TASK ITEM: Scan the entries below for the word "graph" and copy every line where it turns up.

(Entries taken from a collection)
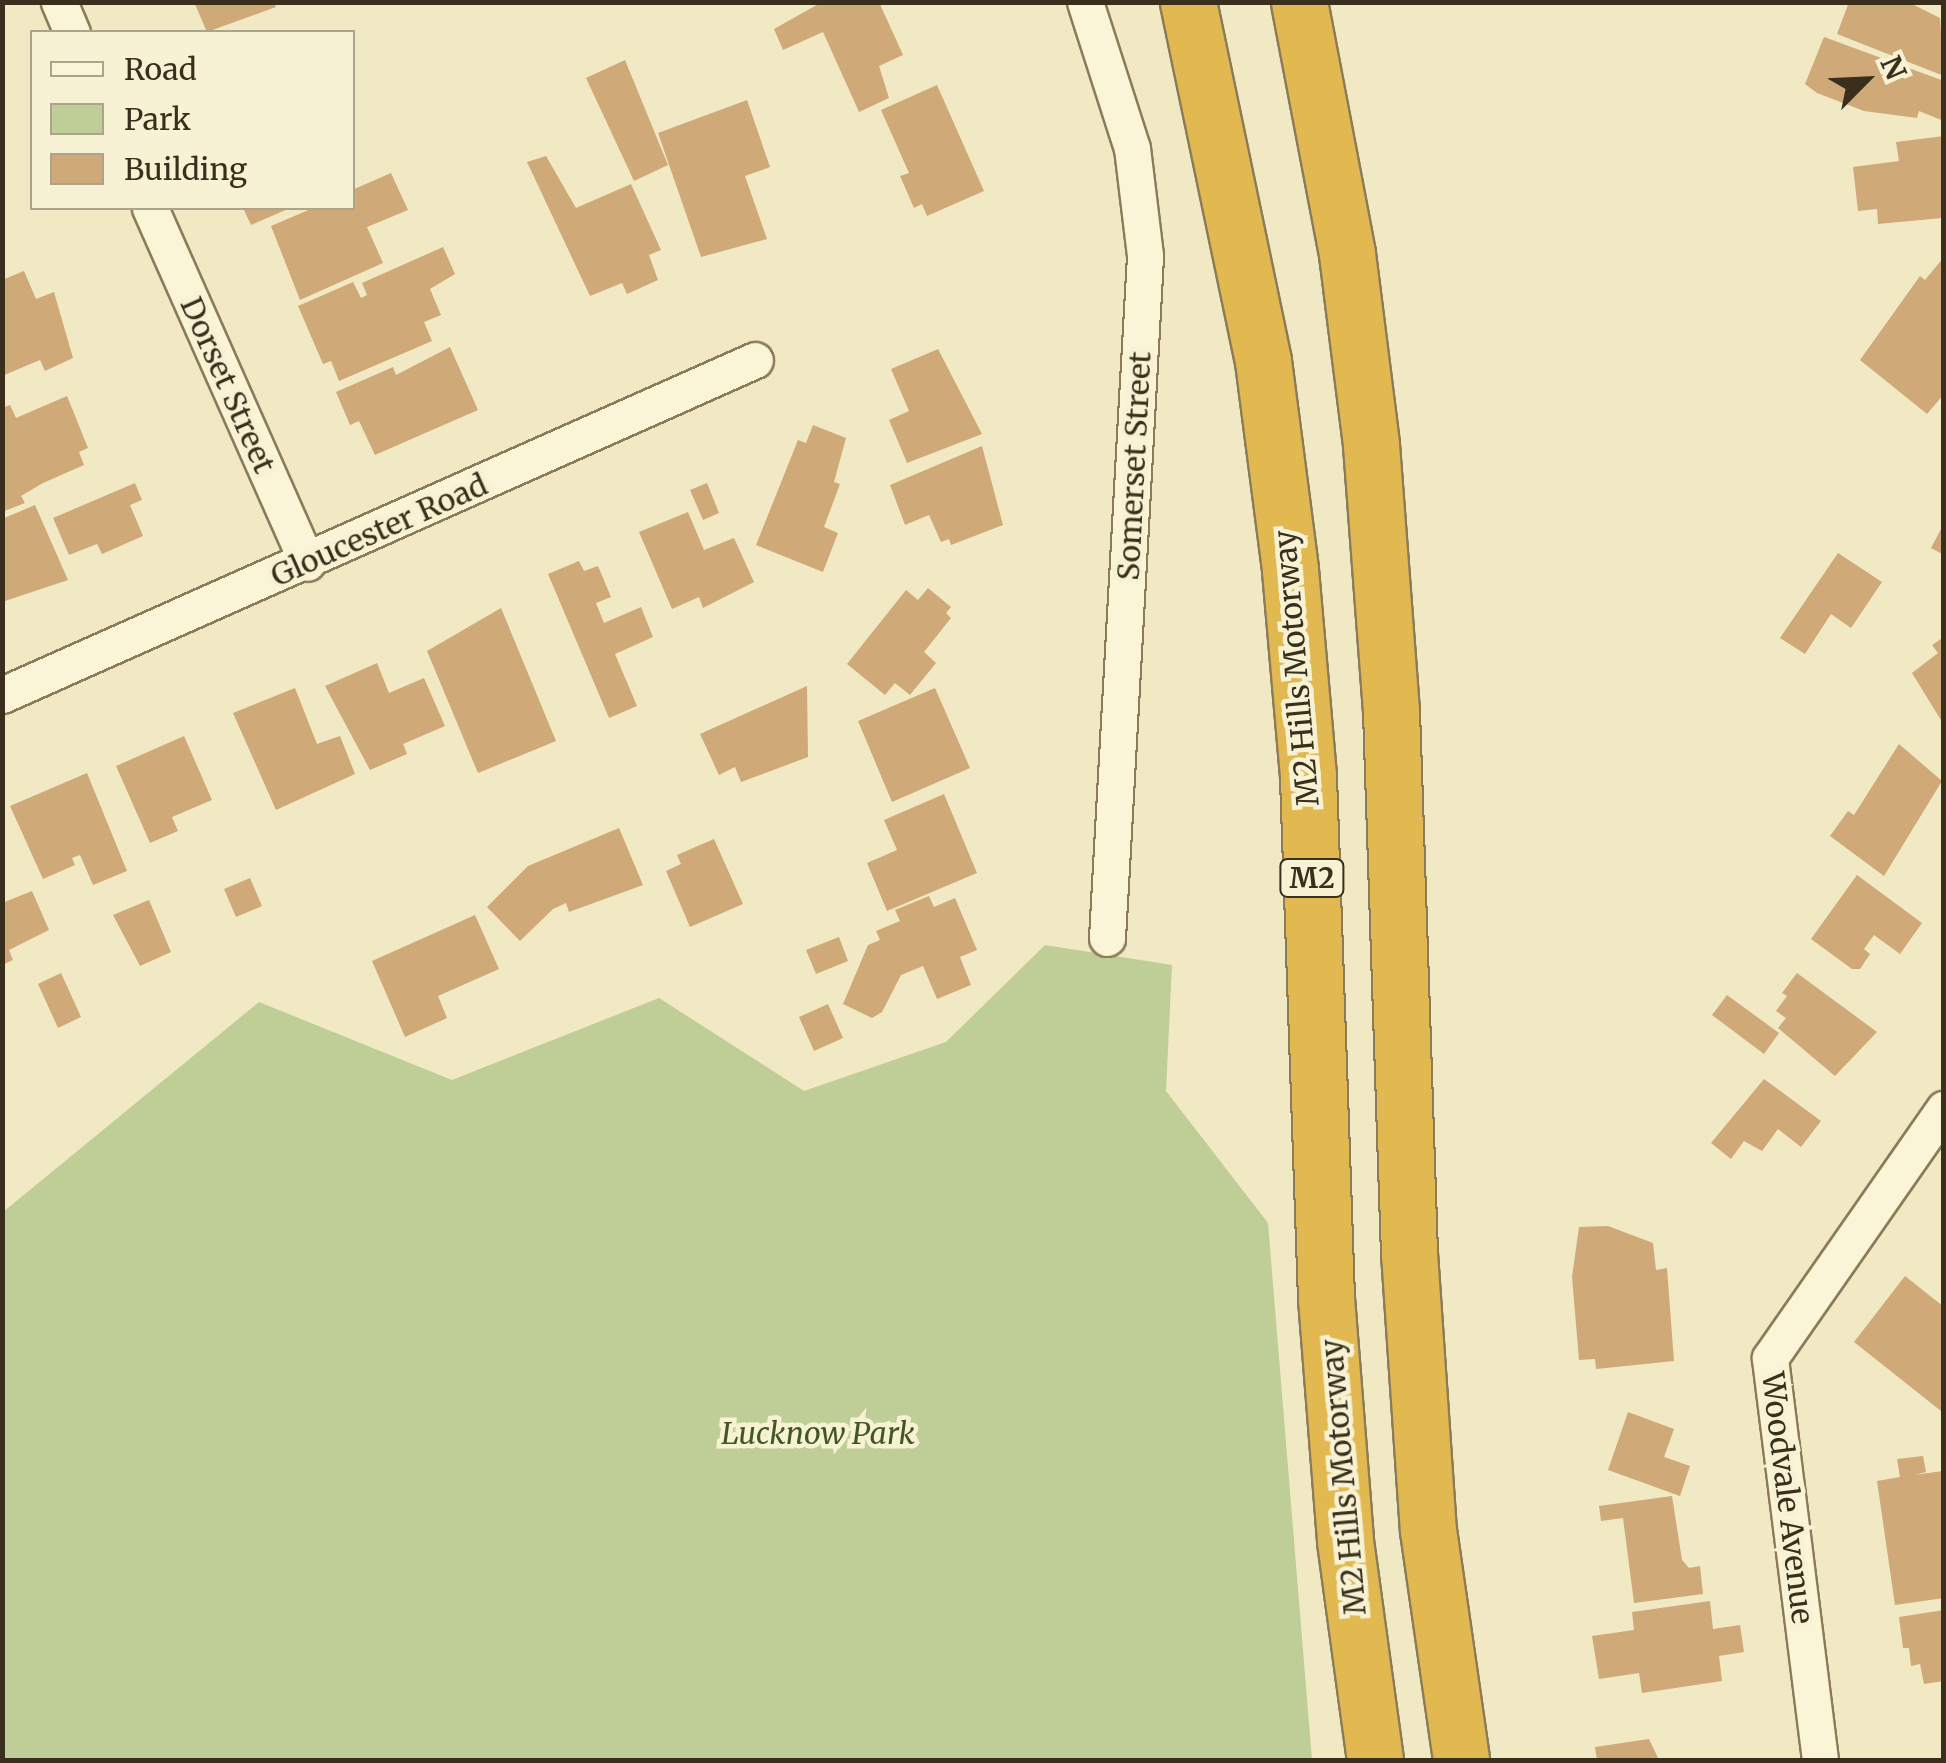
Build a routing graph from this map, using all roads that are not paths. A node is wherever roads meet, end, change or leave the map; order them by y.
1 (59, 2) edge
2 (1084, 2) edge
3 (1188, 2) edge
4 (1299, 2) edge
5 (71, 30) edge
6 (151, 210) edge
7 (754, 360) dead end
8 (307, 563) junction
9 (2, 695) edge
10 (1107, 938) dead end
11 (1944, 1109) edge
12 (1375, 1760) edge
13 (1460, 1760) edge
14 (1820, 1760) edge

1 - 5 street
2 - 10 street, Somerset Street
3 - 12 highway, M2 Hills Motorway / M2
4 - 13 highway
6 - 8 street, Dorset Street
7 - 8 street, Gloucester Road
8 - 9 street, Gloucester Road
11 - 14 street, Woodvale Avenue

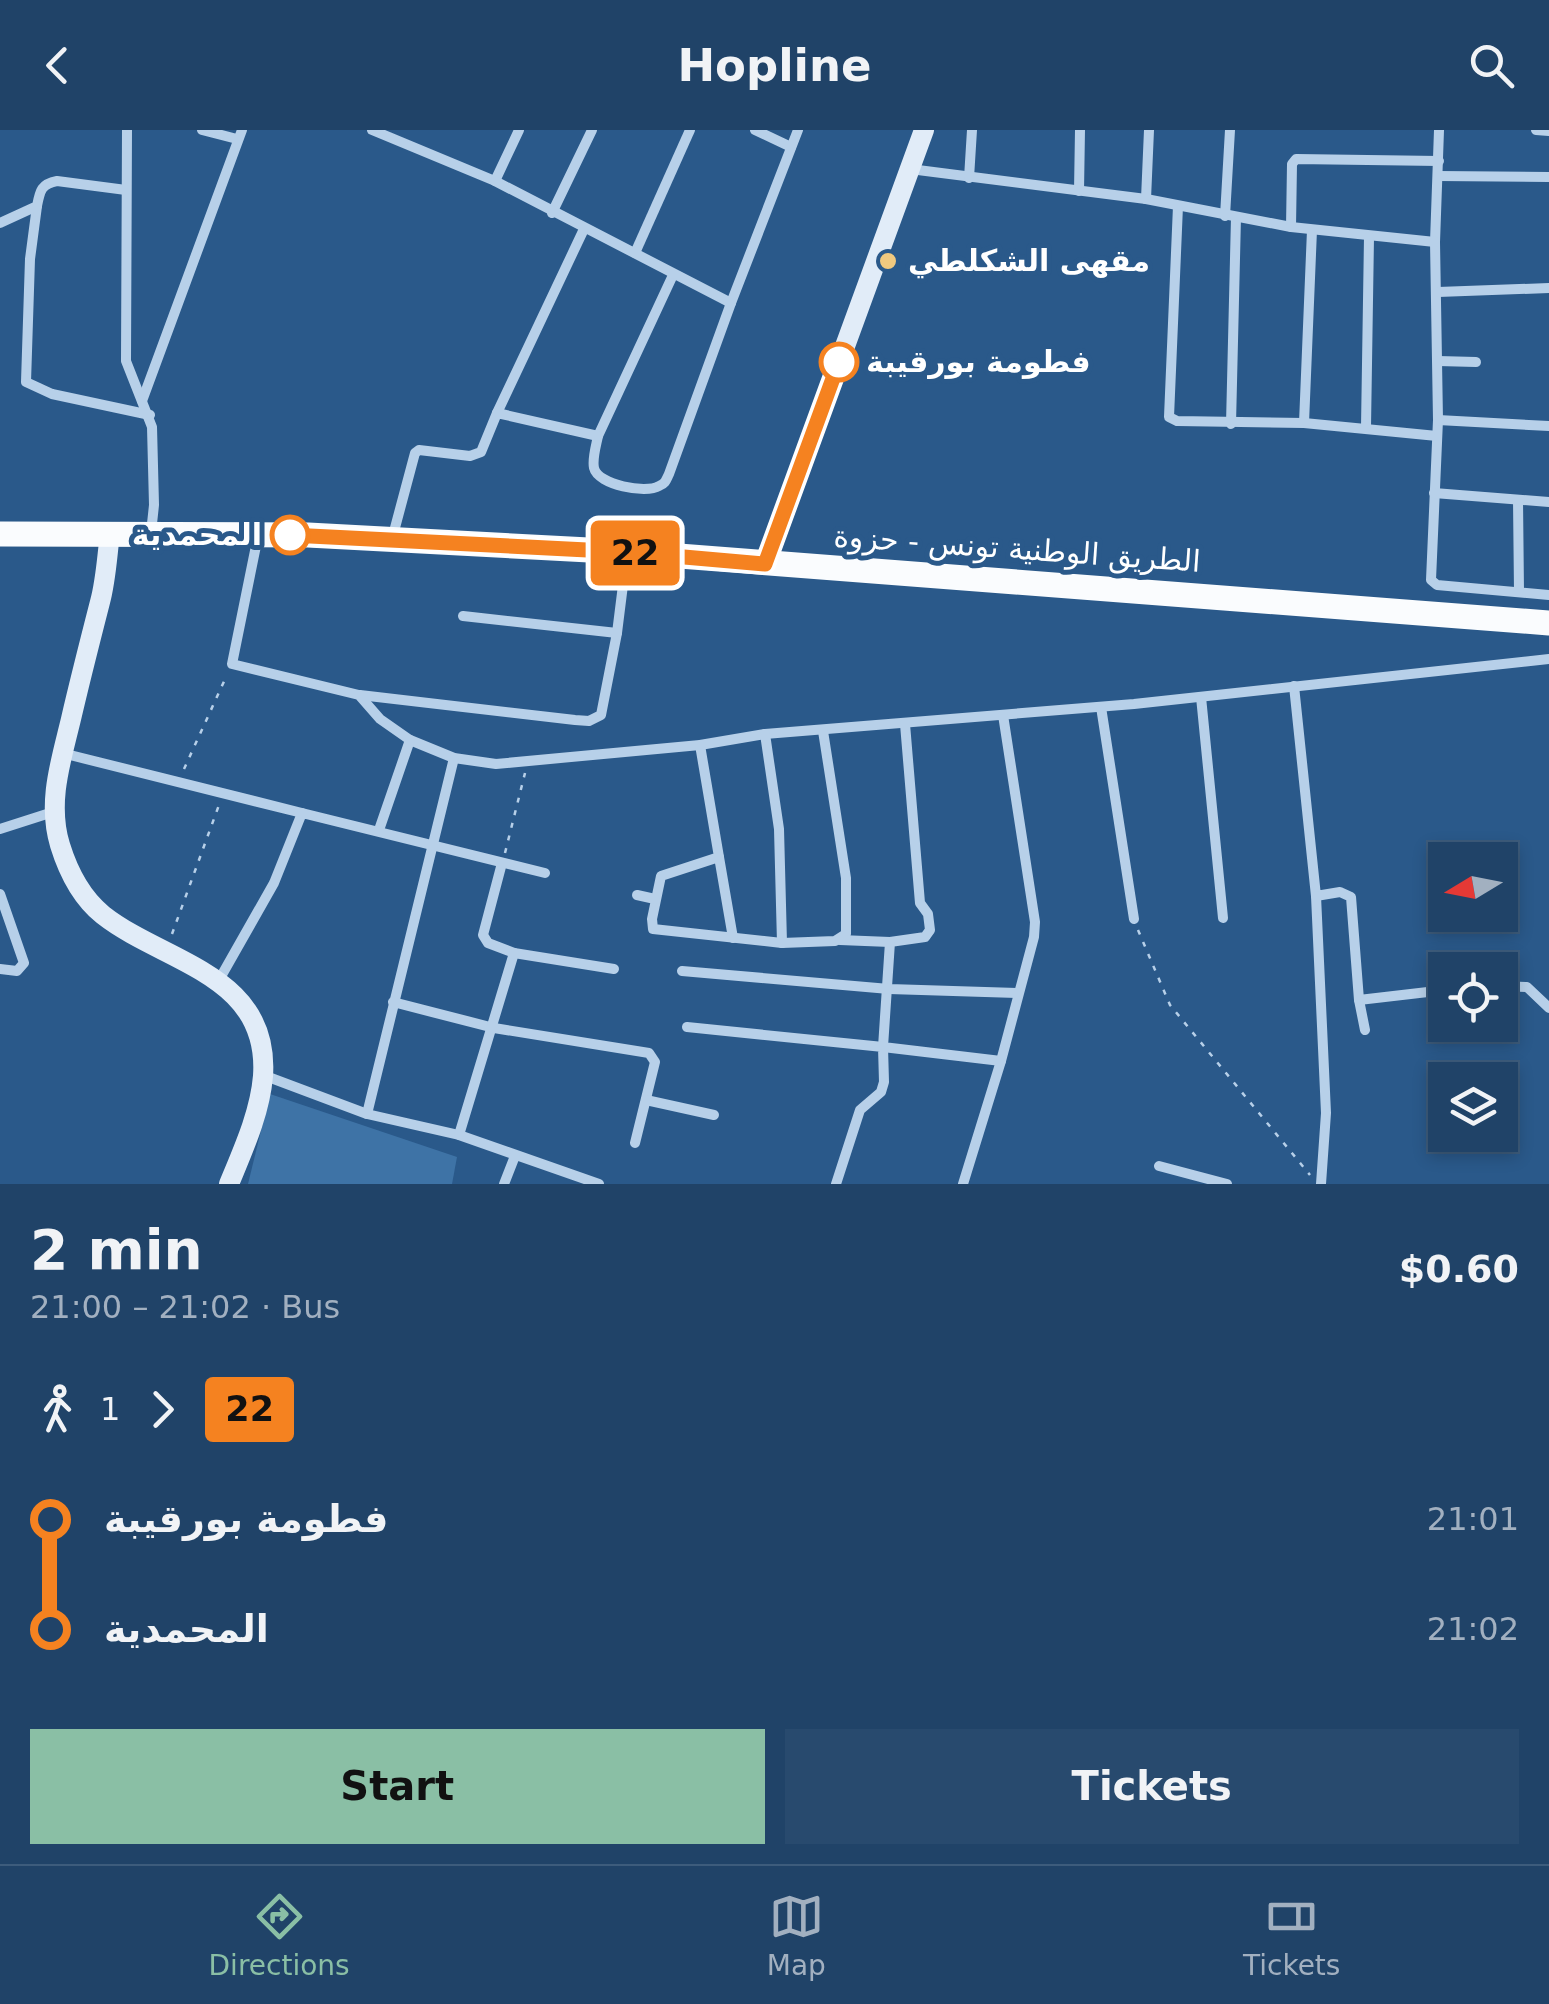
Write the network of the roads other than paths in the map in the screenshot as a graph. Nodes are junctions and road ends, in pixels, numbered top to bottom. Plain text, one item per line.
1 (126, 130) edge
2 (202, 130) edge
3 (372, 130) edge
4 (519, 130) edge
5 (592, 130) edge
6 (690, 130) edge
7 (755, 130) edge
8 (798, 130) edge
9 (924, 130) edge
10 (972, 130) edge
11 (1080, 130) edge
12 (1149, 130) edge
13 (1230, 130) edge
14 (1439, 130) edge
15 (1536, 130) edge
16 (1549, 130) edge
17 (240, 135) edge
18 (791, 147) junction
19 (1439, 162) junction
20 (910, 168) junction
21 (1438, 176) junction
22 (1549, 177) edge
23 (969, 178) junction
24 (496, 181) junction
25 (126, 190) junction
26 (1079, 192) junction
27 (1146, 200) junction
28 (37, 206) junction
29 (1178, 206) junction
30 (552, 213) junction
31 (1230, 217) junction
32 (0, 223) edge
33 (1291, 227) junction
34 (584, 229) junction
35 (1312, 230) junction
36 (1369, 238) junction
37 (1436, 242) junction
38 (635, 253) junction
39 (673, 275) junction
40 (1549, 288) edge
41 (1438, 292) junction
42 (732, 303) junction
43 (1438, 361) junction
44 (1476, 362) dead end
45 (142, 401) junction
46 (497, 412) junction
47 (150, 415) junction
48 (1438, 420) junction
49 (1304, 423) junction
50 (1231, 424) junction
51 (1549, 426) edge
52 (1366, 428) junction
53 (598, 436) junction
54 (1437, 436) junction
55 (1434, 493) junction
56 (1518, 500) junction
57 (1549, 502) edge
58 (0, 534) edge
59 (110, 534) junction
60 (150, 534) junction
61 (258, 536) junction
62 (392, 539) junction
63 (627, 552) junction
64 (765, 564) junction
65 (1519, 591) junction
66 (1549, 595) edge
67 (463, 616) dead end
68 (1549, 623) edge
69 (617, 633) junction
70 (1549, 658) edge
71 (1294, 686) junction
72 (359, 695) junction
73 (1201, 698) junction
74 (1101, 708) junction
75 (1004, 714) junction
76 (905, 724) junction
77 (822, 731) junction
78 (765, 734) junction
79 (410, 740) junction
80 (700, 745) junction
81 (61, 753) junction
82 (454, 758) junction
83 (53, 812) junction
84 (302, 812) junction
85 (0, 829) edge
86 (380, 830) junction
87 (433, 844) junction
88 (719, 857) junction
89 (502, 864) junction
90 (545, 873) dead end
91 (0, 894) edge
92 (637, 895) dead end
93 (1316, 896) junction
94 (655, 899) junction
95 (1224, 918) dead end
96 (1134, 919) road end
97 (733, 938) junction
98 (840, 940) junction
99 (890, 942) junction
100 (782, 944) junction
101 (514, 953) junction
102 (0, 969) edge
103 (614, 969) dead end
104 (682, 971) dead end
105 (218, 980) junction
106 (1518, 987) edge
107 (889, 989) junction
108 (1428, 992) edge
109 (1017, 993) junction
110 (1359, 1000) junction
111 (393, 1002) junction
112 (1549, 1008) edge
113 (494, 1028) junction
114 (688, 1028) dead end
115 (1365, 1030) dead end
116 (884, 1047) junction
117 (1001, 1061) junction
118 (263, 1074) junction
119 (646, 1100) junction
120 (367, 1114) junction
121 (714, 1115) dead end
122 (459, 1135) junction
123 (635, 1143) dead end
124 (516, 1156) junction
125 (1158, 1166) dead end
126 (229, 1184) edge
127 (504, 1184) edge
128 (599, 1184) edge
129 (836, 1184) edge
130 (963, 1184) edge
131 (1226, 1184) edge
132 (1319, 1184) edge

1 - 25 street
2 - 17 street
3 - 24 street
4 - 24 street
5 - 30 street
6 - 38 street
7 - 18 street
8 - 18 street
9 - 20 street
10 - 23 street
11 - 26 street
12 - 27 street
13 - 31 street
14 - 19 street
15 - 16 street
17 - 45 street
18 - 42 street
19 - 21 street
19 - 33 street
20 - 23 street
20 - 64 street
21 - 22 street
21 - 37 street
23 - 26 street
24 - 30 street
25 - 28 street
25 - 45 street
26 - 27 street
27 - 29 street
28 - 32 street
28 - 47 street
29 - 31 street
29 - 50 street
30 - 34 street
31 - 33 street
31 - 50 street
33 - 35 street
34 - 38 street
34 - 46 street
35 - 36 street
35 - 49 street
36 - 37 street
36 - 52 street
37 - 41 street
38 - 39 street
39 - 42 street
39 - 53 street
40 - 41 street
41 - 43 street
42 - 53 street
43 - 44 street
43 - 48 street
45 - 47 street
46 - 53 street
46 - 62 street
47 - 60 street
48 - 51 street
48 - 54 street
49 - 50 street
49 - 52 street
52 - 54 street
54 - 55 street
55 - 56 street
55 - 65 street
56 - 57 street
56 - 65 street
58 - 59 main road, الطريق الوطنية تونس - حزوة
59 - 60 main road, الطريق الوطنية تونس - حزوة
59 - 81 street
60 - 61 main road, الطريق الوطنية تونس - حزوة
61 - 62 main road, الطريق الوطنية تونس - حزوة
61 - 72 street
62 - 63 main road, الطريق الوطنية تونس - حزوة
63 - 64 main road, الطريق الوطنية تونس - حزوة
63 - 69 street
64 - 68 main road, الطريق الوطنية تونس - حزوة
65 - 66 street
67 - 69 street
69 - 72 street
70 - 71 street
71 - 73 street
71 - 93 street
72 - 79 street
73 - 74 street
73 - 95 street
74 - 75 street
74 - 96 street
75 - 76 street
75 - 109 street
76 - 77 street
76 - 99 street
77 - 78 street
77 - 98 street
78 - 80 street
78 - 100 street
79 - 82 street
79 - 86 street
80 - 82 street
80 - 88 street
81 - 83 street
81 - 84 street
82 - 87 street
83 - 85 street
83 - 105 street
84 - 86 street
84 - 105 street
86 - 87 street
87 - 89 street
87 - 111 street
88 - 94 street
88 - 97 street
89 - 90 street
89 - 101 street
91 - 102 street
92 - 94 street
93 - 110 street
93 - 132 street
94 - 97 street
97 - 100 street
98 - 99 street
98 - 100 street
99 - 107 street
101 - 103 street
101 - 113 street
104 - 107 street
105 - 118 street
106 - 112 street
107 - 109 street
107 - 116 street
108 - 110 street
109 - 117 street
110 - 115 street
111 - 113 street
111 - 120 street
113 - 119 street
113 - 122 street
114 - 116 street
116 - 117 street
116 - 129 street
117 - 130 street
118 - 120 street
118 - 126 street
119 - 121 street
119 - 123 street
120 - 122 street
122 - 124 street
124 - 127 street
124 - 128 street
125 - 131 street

SOLUTION TO THIS EXERCISE:
Build a routing graph from this map, using all roads that are not paths. A node is wherever roads meet, end, change or leave the map; order them by y.
Write the network of the roads other than paths in the map in the screenshot as a graph. Nodes are junctions and road ends, in pixels, numbered top to bottom. Plain text, one item per line.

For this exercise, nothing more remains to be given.